KR closes out the week at $55.53 — down 11% over the past month — but the options market is sending an unusually constructive signal that cuts against the bearish price action.
The clearest development this week is in options positioning. Call demand has surged relative to puts, with the put/call ratio dropping to 0.54, nearly 2.3 standard deviations below its 20-day average of 0.70. That is the most call-skewed reading in the past year, against a 52-week range of 0.30–0.84. After two months of elevated put activity into and around earnings, options traders have rotated sharply toward upside exposure — a notable shift for a stock still in a price downtrend.
Short positioning corroborates the less bearish tone. Short interest has fallen steadily from above 30 million shares in mid-June to 28.2 million, now representing 4.3% of the free float — a level that is meaningful but not extreme, and moving in the right direction for longs. The borrow market remains unthreatening: availability at 1,787% means there are roughly 18 shares available for every one already lent, well above even the 52-week low of 682%. Cost to borrow has edged up about 20% on the week to 0.54%, but at that level it remains trivially cheap — no squeeze pressure is building. Shorts are trimming, not running; the borrow conditions give them no reason to panic.
The Street, however, is still recalibrating after the June 18 earnings miss. The past week brought another round of target reductions: Citigroup moved to $61 from $71, Morgan Stanley to $67 from $73, and Barclays to $61 from $68, all within the last ten days. Consensus now sits at a $71.41 mean target — implying roughly 29% upside from current levels — but the direction of travel on estimates is still downward, with JP Morgan also cutting to $70 earlier in June. Notably, not one firm downgraded its rating; the bears on the Street are expressing caution through lower targets rather than outright sells. The bull case rests on incoming CEO Greg Foran's strategic pivot, private-label momentum, and forward EPS growth that ranks in the 79th percentile of the universe. The bear case centres on Walmart's structural price competition, healthcare and pension cost drag, and the difficulty of expanding margins even when comp sales hold up.
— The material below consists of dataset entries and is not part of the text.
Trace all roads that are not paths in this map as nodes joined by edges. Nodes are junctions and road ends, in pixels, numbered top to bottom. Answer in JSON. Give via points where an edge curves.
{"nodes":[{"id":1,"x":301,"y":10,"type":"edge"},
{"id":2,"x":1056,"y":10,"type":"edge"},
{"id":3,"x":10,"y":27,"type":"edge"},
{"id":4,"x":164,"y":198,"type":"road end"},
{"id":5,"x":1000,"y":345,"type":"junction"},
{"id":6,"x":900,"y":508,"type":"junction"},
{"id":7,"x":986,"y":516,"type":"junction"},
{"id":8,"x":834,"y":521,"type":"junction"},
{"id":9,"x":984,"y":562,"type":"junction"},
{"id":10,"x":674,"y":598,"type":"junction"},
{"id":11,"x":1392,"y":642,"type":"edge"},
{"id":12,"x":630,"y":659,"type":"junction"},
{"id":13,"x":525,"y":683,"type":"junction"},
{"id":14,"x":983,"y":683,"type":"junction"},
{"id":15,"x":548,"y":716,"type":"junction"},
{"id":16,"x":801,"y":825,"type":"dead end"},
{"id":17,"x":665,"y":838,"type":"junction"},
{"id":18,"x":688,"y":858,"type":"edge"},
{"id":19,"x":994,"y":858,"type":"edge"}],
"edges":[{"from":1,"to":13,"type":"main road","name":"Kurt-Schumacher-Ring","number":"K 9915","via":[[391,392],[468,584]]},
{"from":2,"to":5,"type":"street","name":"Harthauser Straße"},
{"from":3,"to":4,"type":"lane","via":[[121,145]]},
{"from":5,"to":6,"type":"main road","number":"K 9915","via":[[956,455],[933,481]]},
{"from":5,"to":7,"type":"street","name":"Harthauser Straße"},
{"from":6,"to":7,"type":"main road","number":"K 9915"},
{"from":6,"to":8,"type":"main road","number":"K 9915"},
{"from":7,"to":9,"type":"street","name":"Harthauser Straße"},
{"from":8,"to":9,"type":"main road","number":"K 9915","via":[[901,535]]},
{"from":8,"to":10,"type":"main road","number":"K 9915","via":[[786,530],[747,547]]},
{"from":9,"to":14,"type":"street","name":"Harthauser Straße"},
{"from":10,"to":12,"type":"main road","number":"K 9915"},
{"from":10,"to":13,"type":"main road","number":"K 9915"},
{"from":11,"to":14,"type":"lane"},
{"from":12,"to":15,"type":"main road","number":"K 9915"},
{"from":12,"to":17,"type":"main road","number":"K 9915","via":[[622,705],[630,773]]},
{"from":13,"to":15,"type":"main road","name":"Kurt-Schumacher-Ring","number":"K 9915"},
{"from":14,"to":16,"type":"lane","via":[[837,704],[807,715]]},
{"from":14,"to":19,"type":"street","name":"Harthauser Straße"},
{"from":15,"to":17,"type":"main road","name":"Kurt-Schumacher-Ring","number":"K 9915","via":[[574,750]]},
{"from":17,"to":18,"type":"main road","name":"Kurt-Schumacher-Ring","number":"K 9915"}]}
Valuation has compressed with the price. The P/E has drifted down to 10.7x and the EV/EBITDA to 6.8x — modest multiples for a defensive food retailer, reflecting the market's skepticism about near-term earnings delivery rather than any structural discount. The ORTEX short score has eased from 43 to 41 over the past two weeks, consistent with the gradual unwinding of short interest. The dividend score ranks in the 95th percentile, which provides some support to income-oriented holders sitting through the drawdown.
Among peers, WMT fell 5.2% on the week — sharper than KR's 2.7% decline — while COST dropped 2.3% and ACI slipped 2.7%. The grocery sector broadly had a weak week, suggesting KR's underperformance is more idiosyncratic than sector-driven. SFM, the outlier, gained 3.3% on the day, underscoring how differentiated the winners and losers are becoming within food retail.
The next scheduled earnings date is September 15. Between now and then, the key watch points are whether the call-skewed options positioning reflects genuine accumulation ahead of a recovery trade, or merely short-term hedging rotation — and whether analyst price target drift stabilises or continues lower as the Street digests the new management narrative.